■ **RECORDS SHOWN**
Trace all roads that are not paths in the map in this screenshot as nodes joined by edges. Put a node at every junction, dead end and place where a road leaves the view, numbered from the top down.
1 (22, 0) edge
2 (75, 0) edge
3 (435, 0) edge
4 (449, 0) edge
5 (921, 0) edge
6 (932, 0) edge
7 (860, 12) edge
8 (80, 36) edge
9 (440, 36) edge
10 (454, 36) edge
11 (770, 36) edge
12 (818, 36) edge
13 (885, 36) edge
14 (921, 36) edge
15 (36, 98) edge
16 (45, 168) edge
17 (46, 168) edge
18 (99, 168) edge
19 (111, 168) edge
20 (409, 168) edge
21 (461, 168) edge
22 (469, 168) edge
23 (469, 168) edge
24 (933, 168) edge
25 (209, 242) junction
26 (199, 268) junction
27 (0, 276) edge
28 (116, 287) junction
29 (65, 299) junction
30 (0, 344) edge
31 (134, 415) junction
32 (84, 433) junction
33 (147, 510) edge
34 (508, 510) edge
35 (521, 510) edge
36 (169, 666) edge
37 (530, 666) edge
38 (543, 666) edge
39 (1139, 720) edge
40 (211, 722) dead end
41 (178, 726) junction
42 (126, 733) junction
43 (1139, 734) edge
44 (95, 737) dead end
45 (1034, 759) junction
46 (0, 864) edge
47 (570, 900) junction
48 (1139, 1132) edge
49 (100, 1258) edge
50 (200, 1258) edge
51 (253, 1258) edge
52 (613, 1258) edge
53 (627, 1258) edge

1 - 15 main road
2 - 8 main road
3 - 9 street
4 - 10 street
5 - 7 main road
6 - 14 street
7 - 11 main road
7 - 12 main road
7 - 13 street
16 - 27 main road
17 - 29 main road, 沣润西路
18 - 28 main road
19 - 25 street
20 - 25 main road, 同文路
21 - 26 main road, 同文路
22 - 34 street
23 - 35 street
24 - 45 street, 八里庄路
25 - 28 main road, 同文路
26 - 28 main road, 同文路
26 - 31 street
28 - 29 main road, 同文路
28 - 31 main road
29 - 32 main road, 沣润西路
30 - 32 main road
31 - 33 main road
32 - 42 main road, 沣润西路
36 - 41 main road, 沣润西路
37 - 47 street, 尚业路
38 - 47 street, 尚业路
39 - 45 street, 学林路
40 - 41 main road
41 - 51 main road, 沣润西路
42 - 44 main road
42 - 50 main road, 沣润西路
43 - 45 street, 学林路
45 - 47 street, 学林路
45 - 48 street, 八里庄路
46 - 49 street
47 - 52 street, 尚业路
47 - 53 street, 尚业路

■ **TASK**
Nothing in the data may change. Give it again in full.

■ **YOUR SOLUTION**
Trace all roads that are not paths in the map in this screenshot as nodes joined by edges. Put a node at every junction, dead end and place where a road leaves the view, numbered from the top down.
1 (22, 0) edge
2 (75, 0) edge
3 (435, 0) edge
4 (449, 0) edge
5 (921, 0) edge
6 (932, 0) edge
7 (860, 12) edge
8 (80, 36) edge
9 (440, 36) edge
10 (454, 36) edge
11 (770, 36) edge
12 (818, 36) edge
13 (885, 36) edge
14 (921, 36) edge
15 (36, 98) edge
16 (45, 168) edge
17 (46, 168) edge
18 (99, 168) edge
19 (111, 168) edge
20 (409, 168) edge
21 (461, 168) edge
22 (469, 168) edge
23 (469, 168) edge
24 (933, 168) edge
25 (209, 242) junction
26 (199, 268) junction
27 (0, 276) edge
28 (116, 287) junction
29 (65, 299) junction
30 (0, 344) edge
31 (134, 415) junction
32 (84, 433) junction
33 (147, 510) edge
34 (508, 510) edge
35 (521, 510) edge
36 (169, 666) edge
37 (530, 666) edge
38 (543, 666) edge
39 (1139, 720) edge
40 (211, 722) dead end
41 (178, 726) junction
42 (126, 733) junction
43 (1139, 734) edge
44 (95, 737) dead end
45 (1034, 759) junction
46 (0, 864) edge
47 (570, 900) junction
48 (1139, 1132) edge
49 (100, 1258) edge
50 (200, 1258) edge
51 (253, 1258) edge
52 (613, 1258) edge
53 (627, 1258) edge

1 - 15 main road
2 - 8 main road
3 - 9 street
4 - 10 street
5 - 7 main road
6 - 14 street
7 - 11 main road
7 - 12 main road
7 - 13 street
16 - 27 main road
17 - 29 main road, 沣润西路
18 - 28 main road
19 - 25 street
20 - 25 main road, 同文路
21 - 26 main road, 同文路
22 - 34 street
23 - 35 street
24 - 45 street, 八里庄路
25 - 28 main road, 同文路
26 - 28 main road, 同文路
26 - 31 street
28 - 29 main road, 同文路
28 - 31 main road
29 - 32 main road, 沣润西路
30 - 32 main road
31 - 33 main road
32 - 42 main road, 沣润西路
36 - 41 main road, 沣润西路
37 - 47 street, 尚业路
38 - 47 street, 尚业路
39 - 45 street, 学林路
40 - 41 main road
41 - 51 main road, 沣润西路
42 - 44 main road
42 - 50 main road, 沣润西路
43 - 45 street, 学林路
45 - 47 street, 学林路
45 - 48 street, 八里庄路
46 - 49 street
47 - 52 street, 尚业路
47 - 53 street, 尚业路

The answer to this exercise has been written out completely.